In the past few weeks we’ve seen not as much as “many” malware reports for Android, but more like a lot of people covering this story over and over again, and overreacting to it. From viruses being bred as research on completely hacked Android phones, by the researchers, to malware that barely stayed in the Market for a few hours before Google pulled the apps, and then deleted the infected ones from the users’ phones, most or all seem to be way overhyped, and they make a big deal out of nothing.
Now, I’m not saying that hackers won’t target Android. They will, and the number of hackers making malware for Android will probably increase over time. Why? Because Android is growing so furiously fast, and it has already dethroned Symbian as the most popular mobile OS in the market. So it’s really not that surprising that it will be targeted.
But so far, I haven’t found much to worry about. I’ve sideloaded apps many times from 3rd party sources, and Lookout, which is probably the best Android anti-virus and checks all the files on installation, has never given me a malware warning, and I haven’t found anything unusual myself either. And this is the most dangerous way to get malware, because getting it from the market is still much more unlikely. Normal users who don’t need to side-load apps, don’t even have to use an anti-virus for Android, because they are realistically safe. Reading the latest reviews for the apps you download is also a very good way to make sure the developer posting the app isn’t doing anything shady.
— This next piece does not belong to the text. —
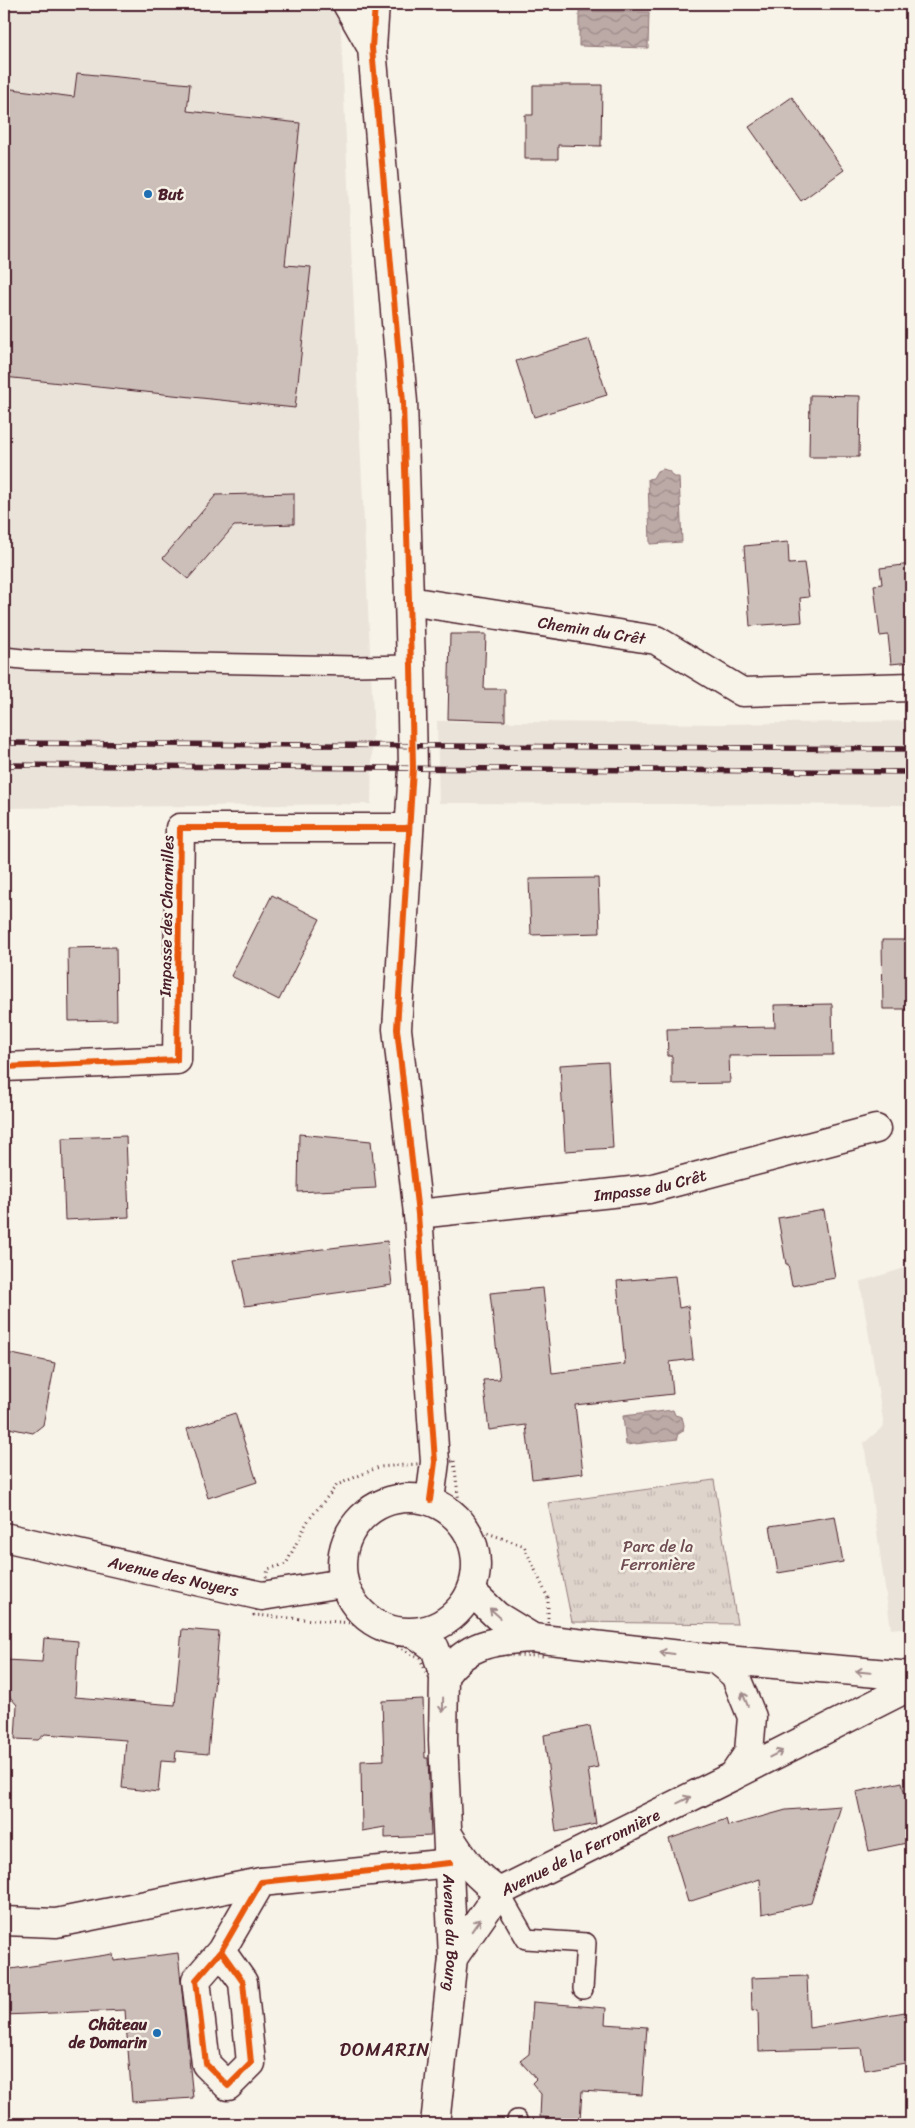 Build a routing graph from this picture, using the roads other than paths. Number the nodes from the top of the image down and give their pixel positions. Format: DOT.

The enterprise users care even more about security, but so far I haven’t seen anything about them backing off from Android because of the latest malware reports, or because Android has a more open market. If they haven’t adopted Android as fast as iPhones so far, is because the iPhone still has a greater influence in the tech world, and also because Android needs more robust enterprise features, which I believe are coming with Android 4.0 this fall. Android 4.0 will be based on Honeycomb, and Honeycomb has more enterprise features already.
But regarding malware, I think they’ll be pretty safe, especially with VMWare’s Android virtualization, which is coming in the next few months for Samsung and LG Android phones. That will allow those phones to have 2 instances of Android where one is for personal uses and the other is for business purpose. That means no random apps installed from the Market, and no random sideloading of apps either.
Even if Android gets more targeted as it gets ever more popular, Google will try to secure it as much as possible, and I’m confident they will do a much better job at it than Microsoft has done over the past decade (at least until Windows 7).